---- DATA
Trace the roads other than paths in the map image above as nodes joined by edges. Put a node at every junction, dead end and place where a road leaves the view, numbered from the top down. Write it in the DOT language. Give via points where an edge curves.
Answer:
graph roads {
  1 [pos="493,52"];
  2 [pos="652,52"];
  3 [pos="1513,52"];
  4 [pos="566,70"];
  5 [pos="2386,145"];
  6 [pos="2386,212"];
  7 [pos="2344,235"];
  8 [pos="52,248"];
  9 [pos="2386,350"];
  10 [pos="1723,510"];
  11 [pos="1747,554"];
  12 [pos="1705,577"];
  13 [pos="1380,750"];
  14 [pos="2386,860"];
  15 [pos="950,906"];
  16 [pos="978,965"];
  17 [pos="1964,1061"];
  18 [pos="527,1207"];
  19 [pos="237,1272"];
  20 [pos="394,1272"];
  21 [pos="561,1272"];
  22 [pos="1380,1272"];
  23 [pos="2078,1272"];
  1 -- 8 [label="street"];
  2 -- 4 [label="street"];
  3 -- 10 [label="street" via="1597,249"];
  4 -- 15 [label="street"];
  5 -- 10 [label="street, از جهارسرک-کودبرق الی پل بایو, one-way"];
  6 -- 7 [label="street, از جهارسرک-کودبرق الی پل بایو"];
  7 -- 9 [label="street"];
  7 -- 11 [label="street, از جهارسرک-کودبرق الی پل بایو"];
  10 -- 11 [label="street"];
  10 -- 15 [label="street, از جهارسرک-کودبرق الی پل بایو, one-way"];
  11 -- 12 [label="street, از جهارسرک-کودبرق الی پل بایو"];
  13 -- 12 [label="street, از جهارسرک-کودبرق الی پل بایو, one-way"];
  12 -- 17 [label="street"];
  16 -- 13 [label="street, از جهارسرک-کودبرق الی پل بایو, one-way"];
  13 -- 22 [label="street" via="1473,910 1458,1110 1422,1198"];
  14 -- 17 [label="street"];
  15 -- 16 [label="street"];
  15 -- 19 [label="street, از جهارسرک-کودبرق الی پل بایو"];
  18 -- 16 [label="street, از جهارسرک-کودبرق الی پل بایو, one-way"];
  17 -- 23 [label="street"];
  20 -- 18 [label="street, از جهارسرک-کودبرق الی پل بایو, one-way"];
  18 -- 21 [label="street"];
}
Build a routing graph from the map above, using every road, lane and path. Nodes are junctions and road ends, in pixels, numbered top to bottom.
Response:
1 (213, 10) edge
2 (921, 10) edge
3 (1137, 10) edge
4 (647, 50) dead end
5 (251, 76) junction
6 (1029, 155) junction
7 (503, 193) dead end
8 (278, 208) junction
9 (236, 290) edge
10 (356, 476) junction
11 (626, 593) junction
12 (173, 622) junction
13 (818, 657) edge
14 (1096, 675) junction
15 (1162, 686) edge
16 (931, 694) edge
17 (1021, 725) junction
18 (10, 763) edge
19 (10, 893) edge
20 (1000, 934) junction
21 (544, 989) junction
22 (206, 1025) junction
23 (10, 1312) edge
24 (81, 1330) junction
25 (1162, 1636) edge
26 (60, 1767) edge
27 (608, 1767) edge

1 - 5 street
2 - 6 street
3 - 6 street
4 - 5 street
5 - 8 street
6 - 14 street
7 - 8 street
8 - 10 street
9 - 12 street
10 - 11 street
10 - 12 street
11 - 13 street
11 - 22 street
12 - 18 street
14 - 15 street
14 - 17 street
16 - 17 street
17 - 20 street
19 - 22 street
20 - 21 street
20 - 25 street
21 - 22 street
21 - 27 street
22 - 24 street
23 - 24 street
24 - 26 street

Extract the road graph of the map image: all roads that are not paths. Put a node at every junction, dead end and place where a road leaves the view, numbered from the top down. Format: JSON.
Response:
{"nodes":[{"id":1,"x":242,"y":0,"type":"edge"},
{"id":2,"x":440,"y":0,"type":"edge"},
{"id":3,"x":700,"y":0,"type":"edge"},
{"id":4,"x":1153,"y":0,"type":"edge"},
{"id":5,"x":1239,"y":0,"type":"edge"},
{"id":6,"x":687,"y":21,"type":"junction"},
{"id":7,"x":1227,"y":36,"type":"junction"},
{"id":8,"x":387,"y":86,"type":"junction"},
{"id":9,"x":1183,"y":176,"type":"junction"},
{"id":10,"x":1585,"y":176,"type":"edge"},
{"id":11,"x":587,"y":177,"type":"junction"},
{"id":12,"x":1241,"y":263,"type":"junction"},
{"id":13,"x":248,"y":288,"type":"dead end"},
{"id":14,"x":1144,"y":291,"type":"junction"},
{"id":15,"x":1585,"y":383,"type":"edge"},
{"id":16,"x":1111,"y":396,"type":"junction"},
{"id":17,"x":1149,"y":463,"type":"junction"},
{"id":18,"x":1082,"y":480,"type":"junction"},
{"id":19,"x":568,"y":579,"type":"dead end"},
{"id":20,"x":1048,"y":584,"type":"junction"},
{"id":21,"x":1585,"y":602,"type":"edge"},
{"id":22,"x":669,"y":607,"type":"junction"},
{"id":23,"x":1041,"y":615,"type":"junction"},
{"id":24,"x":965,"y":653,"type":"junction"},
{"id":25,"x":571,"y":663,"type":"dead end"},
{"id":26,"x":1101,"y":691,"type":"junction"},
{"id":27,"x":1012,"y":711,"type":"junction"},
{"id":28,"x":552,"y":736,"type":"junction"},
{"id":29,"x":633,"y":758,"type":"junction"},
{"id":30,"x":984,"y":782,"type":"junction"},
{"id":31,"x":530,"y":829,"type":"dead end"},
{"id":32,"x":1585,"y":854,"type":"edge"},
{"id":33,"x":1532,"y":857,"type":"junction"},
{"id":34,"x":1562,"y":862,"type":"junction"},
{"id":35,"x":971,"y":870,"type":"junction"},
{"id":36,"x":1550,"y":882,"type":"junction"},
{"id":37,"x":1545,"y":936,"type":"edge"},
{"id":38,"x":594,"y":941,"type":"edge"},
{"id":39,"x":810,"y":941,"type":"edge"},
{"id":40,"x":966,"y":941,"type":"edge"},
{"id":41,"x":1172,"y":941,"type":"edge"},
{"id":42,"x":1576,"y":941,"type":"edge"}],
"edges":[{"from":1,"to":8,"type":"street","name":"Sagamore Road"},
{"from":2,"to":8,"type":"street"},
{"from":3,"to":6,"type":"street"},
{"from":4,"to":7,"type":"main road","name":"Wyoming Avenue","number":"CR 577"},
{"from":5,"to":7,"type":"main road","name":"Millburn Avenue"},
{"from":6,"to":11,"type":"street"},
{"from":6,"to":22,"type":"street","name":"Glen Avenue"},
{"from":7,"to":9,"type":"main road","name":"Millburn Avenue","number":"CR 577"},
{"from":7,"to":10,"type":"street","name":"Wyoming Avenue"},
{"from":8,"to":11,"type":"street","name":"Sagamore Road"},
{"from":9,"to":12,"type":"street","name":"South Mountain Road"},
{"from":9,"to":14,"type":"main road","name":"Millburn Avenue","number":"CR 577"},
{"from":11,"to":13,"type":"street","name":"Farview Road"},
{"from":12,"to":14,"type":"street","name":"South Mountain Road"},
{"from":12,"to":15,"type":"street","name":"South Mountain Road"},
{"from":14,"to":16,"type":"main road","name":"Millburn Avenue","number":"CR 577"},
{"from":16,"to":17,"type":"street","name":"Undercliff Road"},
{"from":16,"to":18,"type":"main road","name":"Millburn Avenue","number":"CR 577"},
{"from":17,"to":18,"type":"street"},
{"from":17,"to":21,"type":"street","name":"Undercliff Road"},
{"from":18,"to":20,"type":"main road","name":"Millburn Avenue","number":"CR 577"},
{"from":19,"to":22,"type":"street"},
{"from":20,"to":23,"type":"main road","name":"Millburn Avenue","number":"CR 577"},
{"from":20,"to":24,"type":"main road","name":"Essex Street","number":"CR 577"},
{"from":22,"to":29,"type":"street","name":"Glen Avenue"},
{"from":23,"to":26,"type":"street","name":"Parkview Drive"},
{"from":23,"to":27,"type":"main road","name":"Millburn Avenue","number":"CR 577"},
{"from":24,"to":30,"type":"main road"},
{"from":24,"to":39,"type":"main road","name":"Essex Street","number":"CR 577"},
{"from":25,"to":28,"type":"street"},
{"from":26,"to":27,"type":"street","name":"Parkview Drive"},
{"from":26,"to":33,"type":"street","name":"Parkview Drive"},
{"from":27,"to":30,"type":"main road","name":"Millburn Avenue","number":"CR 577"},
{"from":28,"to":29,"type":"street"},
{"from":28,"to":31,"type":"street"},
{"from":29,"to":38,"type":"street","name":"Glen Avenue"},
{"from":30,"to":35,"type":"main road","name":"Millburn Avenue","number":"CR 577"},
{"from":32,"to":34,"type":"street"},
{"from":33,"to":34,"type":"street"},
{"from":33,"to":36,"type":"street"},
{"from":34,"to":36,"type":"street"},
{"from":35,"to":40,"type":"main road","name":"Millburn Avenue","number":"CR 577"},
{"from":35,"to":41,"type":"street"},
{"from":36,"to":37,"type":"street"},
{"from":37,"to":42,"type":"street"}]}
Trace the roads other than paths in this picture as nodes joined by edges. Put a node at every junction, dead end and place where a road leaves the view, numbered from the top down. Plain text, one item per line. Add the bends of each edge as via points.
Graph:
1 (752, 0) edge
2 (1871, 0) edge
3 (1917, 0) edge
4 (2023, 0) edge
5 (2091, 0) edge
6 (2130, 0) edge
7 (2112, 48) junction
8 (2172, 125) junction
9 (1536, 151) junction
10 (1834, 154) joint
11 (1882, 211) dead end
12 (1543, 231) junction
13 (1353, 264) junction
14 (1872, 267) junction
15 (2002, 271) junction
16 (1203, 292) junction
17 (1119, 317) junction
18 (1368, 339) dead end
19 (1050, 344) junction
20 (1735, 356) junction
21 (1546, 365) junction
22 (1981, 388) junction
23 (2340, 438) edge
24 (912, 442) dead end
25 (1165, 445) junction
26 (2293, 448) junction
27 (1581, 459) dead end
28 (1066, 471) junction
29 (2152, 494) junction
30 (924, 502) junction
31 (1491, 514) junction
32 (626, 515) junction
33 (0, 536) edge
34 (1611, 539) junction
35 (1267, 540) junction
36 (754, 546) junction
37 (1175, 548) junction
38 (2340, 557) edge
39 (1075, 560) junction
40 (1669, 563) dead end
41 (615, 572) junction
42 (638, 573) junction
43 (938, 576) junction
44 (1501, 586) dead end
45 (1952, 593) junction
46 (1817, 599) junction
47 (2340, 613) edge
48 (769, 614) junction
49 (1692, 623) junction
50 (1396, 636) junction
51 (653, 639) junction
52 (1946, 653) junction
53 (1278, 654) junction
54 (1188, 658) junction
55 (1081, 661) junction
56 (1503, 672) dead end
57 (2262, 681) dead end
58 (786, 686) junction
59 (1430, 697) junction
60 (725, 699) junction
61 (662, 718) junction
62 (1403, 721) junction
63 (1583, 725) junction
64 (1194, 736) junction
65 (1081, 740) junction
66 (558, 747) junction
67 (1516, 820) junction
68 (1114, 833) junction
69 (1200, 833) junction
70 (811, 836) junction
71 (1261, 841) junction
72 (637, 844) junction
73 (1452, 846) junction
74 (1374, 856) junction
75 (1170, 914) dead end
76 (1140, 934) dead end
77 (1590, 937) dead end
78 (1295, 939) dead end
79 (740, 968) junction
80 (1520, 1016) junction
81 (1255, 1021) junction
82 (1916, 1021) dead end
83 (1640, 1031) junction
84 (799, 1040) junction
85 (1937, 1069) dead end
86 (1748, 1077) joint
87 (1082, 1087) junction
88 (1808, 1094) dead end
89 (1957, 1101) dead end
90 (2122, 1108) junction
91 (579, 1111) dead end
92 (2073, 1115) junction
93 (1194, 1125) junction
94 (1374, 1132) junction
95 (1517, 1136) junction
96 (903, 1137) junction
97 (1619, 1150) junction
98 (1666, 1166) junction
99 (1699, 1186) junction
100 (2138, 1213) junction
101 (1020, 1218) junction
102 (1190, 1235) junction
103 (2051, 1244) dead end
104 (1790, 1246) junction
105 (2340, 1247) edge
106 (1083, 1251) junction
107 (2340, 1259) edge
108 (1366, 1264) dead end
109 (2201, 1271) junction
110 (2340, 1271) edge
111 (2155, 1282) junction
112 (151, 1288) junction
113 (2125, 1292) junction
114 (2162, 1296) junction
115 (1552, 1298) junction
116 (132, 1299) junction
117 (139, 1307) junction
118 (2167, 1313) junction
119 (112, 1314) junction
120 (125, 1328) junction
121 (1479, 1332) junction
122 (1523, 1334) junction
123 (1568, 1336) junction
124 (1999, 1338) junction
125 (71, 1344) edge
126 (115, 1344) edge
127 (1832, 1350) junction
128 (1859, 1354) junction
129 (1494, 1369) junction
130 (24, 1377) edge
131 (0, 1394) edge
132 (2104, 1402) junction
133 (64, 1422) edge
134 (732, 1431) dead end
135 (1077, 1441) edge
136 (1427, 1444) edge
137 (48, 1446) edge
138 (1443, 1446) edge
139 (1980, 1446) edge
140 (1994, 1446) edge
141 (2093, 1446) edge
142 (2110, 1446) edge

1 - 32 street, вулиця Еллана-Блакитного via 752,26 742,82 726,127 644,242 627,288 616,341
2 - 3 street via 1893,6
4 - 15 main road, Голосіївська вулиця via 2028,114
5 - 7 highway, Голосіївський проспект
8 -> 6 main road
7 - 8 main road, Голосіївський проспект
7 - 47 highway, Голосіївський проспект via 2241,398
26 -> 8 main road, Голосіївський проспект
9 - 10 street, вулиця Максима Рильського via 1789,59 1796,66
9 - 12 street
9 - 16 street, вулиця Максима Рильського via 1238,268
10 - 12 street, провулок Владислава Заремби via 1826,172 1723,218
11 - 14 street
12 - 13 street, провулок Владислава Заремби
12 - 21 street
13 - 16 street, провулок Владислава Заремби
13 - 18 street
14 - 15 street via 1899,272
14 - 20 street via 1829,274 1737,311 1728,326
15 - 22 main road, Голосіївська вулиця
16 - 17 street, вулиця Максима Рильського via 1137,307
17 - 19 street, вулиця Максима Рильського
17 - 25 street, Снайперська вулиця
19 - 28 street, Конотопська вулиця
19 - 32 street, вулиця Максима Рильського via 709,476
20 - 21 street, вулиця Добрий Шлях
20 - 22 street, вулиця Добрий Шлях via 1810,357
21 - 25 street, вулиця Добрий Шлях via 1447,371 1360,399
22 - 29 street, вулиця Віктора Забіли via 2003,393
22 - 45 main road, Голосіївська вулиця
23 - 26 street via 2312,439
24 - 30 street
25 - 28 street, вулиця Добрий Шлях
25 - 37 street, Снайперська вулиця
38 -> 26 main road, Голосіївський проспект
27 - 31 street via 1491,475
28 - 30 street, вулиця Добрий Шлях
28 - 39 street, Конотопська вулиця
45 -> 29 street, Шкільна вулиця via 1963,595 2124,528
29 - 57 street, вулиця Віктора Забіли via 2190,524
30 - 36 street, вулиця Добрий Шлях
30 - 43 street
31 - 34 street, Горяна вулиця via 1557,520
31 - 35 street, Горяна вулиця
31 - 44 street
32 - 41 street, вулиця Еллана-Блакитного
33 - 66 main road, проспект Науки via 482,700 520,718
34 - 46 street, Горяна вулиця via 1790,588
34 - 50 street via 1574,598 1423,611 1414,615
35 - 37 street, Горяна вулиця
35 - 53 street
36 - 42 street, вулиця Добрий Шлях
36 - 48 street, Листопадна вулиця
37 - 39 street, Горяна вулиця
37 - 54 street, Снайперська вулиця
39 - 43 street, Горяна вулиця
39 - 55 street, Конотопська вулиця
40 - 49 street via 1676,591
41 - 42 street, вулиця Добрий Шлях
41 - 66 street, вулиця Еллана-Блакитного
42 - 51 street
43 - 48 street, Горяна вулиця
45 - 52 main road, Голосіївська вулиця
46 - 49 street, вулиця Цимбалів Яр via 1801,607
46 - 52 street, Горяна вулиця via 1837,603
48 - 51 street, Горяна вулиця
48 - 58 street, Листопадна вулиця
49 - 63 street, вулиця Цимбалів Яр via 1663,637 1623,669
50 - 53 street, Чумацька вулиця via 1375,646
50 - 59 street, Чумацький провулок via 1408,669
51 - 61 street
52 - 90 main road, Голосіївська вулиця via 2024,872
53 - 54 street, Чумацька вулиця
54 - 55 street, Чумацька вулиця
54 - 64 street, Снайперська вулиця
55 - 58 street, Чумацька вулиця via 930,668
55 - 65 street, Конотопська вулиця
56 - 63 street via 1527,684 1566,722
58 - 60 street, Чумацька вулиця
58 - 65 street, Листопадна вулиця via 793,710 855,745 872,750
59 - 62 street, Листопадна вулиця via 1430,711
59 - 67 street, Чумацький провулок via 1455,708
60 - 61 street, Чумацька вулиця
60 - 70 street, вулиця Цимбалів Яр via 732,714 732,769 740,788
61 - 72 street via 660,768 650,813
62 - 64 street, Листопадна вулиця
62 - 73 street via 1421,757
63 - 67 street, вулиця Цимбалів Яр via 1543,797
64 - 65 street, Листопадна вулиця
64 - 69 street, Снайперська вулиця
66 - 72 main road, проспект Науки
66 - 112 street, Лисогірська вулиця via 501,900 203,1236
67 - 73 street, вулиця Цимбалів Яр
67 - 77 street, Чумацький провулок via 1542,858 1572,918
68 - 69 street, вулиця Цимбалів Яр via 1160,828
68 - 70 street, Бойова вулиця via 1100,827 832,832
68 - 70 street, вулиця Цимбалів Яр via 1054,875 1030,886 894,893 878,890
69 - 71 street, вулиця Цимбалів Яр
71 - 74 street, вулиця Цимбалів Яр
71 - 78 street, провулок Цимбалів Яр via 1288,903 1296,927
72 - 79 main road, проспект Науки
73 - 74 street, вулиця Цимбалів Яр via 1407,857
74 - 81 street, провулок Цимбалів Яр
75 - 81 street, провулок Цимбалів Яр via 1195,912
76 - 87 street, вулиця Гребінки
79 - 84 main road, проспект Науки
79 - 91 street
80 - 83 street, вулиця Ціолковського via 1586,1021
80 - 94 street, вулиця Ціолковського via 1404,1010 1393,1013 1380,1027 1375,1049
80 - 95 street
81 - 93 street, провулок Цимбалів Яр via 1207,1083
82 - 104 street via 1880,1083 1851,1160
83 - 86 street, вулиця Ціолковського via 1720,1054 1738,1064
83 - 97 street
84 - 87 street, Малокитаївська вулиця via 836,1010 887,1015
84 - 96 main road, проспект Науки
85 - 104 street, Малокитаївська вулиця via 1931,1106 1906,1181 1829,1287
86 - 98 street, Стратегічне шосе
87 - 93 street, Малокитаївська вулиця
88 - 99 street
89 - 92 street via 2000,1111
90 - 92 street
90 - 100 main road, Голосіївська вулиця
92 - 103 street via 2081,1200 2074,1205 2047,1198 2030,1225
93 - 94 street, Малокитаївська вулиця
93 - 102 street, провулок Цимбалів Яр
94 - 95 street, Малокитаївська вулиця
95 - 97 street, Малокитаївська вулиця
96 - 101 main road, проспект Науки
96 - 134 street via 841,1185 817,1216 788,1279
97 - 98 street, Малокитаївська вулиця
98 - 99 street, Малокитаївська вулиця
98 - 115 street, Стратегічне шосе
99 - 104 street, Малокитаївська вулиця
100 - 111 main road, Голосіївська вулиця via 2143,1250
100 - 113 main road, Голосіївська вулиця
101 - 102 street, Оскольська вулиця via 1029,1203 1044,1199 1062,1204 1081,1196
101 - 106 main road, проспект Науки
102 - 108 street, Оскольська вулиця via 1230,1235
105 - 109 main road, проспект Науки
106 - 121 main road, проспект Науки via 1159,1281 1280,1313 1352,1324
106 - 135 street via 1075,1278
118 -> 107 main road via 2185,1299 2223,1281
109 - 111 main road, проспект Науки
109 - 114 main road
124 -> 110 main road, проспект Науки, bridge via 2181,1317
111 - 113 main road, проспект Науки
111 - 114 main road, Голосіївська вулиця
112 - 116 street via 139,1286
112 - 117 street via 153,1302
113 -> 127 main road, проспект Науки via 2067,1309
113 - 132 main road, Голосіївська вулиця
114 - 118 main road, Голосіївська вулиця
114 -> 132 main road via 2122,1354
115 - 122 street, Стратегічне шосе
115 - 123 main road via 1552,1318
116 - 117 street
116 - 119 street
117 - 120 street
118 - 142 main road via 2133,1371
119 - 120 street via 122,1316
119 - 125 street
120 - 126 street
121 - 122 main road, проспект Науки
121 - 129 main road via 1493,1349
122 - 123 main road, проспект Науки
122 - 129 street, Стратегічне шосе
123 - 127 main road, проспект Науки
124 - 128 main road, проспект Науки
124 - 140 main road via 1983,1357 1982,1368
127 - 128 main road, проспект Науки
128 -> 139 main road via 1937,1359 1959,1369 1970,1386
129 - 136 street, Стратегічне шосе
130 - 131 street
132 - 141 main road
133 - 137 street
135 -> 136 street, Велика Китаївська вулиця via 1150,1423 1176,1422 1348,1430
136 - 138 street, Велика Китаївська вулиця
--------
WHAT IS BEING ASKED
Using the listing above, gather each line that holds the string "Голосіївський" and copy it.

SOLVED PROBLEM
5 - 7 highway, Голосіївський проспект
7 - 8 main road, Голосіївський проспект
7 - 47 highway, Голосіївський проспект via 2241,398
26 -> 8 main road, Голосіївський проспект
38 -> 26 main road, Голосіївський проспект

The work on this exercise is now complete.